WHAT THE EXERCISE ASKS: Each line of the listing below containing the word "paths" should be returned.

STORED DATA:
┌────────

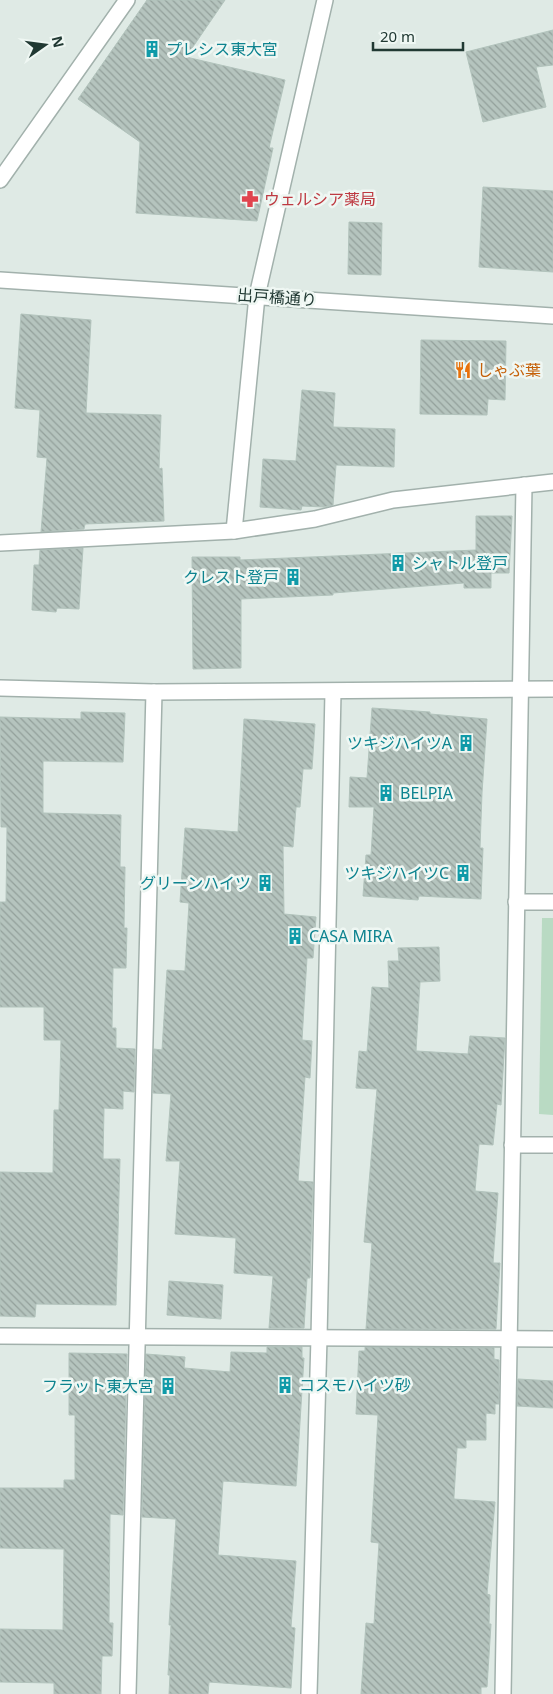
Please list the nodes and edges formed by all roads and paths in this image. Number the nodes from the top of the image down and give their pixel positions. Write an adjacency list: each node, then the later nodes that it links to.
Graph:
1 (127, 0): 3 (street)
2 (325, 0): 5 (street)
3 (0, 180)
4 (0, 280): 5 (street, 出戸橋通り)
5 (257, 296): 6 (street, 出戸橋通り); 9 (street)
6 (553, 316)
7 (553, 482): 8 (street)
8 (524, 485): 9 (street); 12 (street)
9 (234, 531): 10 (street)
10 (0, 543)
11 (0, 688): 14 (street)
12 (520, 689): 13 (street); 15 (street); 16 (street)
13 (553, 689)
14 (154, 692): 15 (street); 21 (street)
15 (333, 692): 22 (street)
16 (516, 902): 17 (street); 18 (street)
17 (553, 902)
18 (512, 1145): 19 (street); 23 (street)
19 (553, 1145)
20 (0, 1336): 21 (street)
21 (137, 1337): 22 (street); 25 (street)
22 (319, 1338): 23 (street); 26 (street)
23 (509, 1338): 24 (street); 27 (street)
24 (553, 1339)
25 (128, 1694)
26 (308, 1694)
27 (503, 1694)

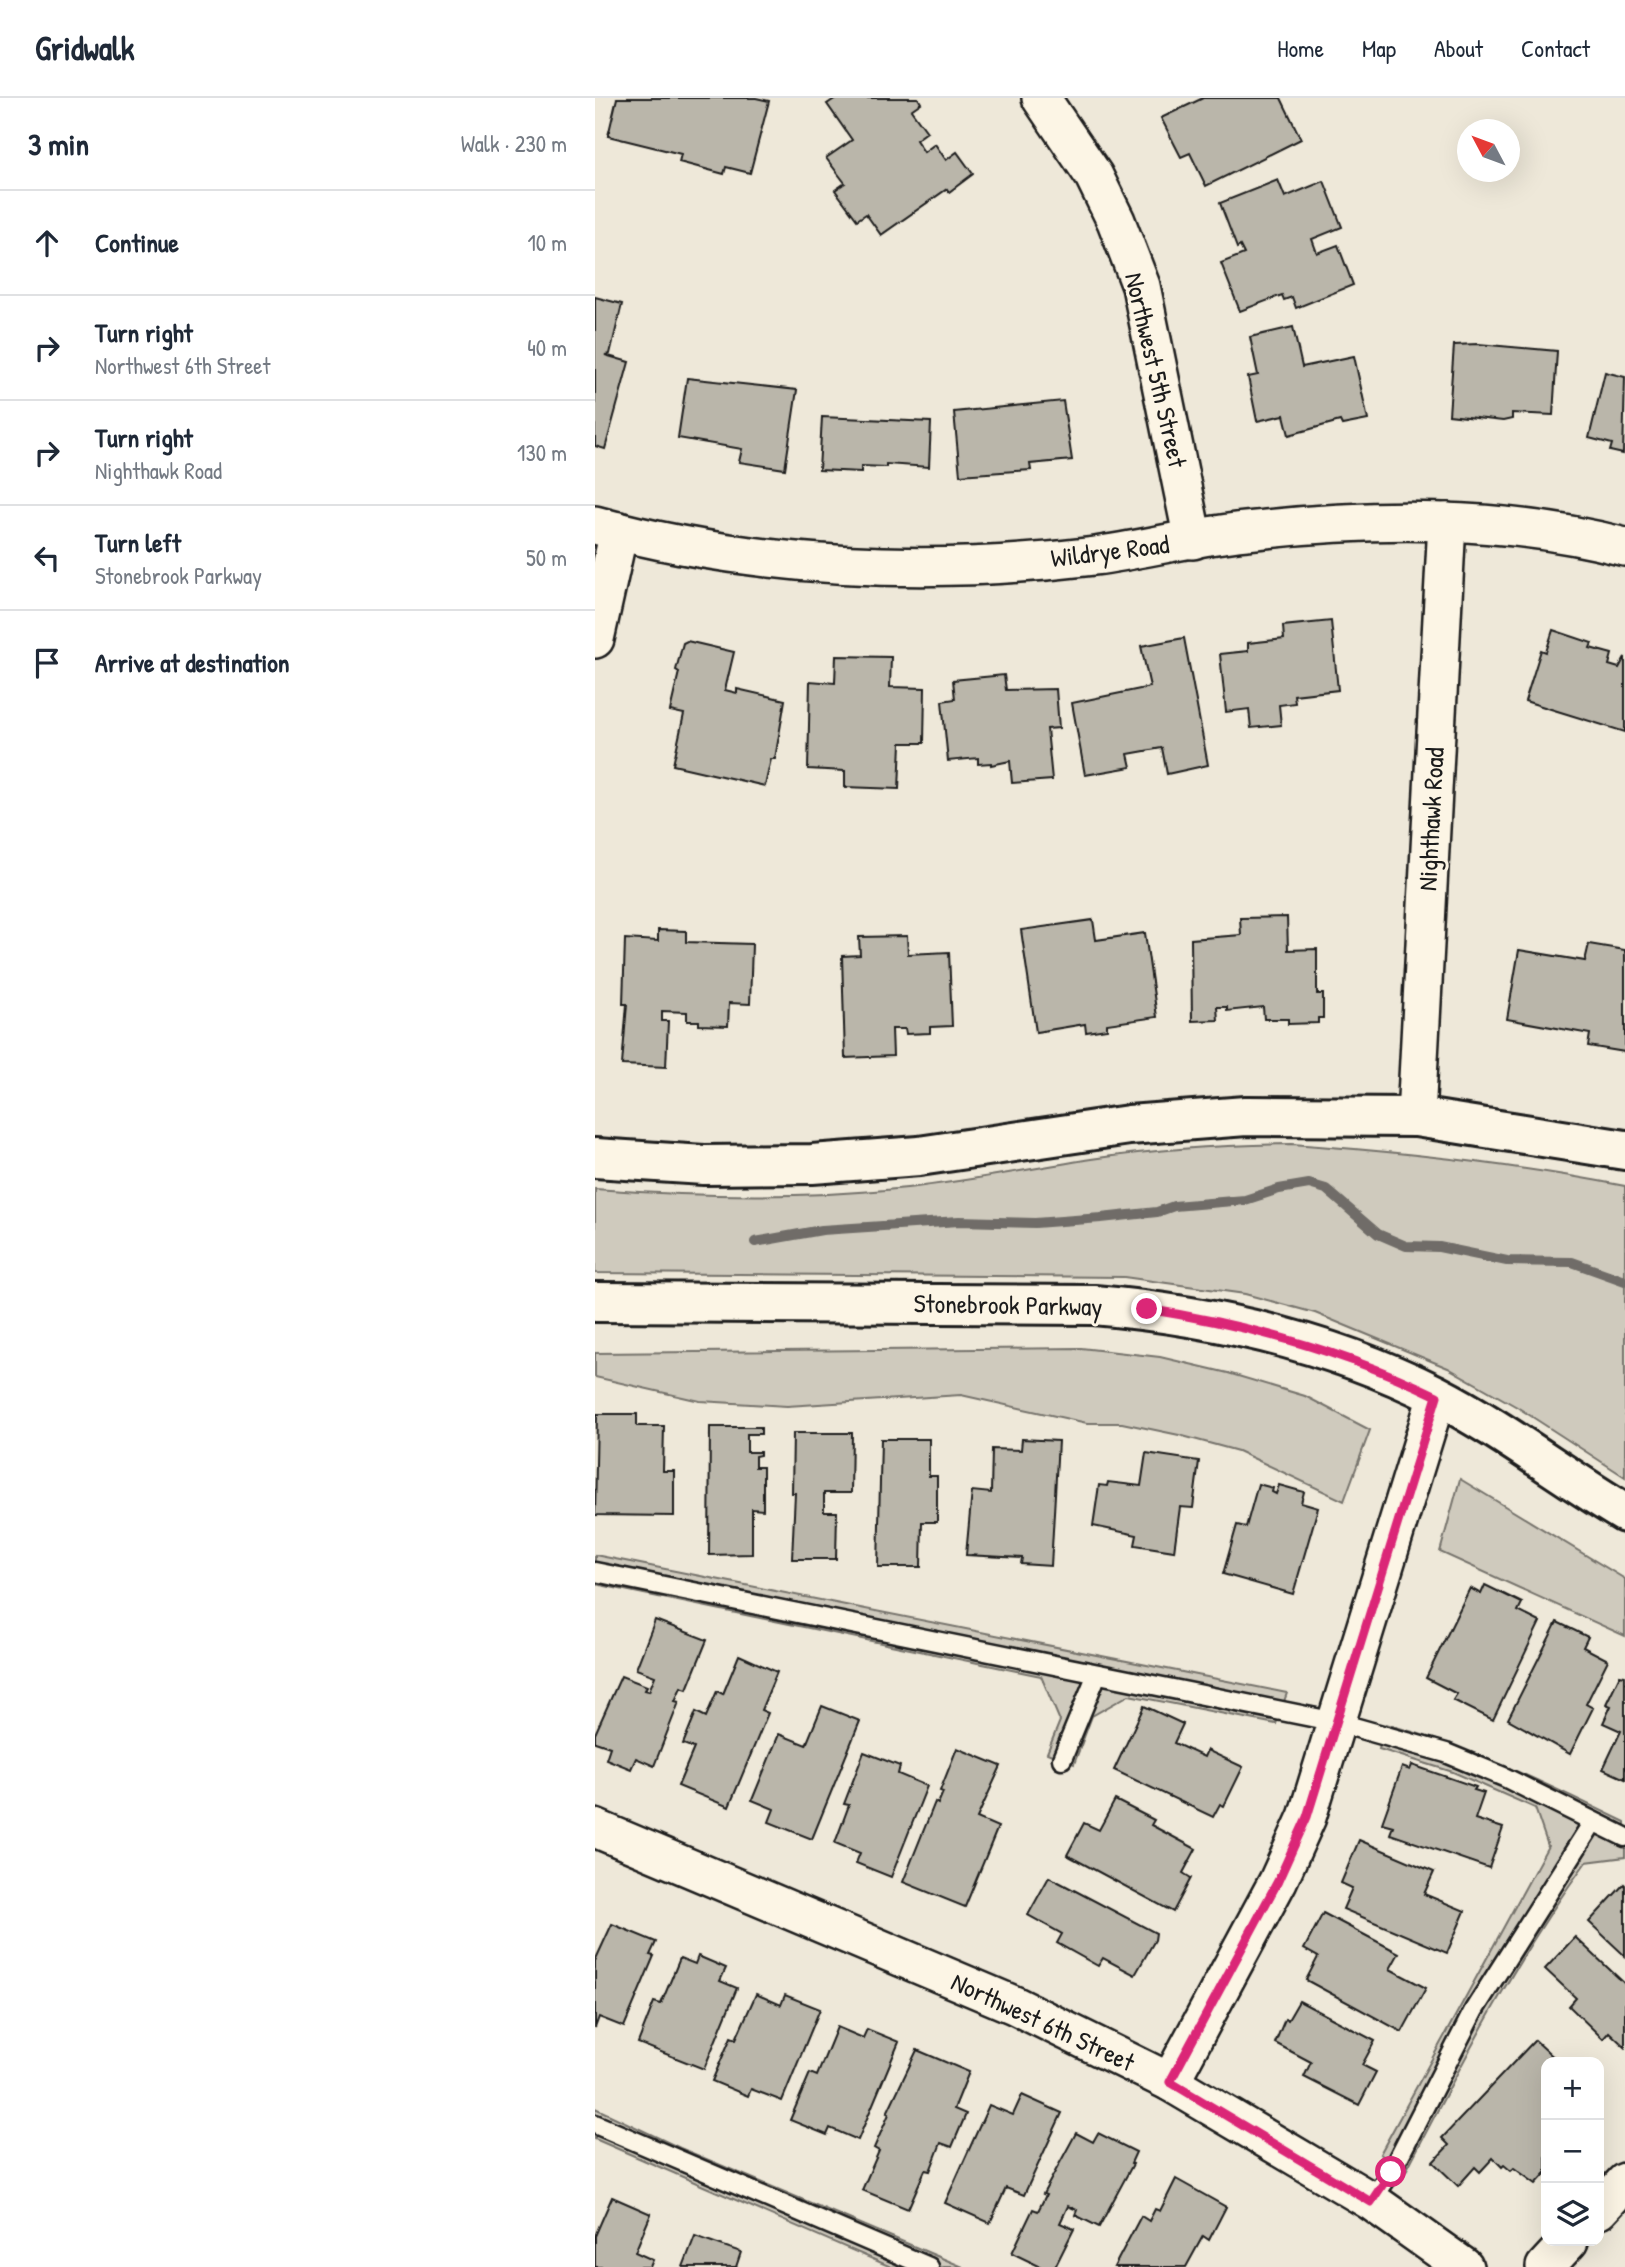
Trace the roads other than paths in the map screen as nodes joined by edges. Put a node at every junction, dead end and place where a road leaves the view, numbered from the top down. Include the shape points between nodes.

└────────

SOLUTION FOR THIS EXERCISE:
Please list the nodes and edges formed by all roads and paths in this image. Number the nodes from the top of the image down and give their pixel positions. Write an adjacency list: each node, then the later nodes that it links to.
Trace the roads other than paths in the map screen as nodes joined by edges. Put a node at every junction, dead end and place where a road leaves the view, numbered from the top down. Include the shape points between nodes.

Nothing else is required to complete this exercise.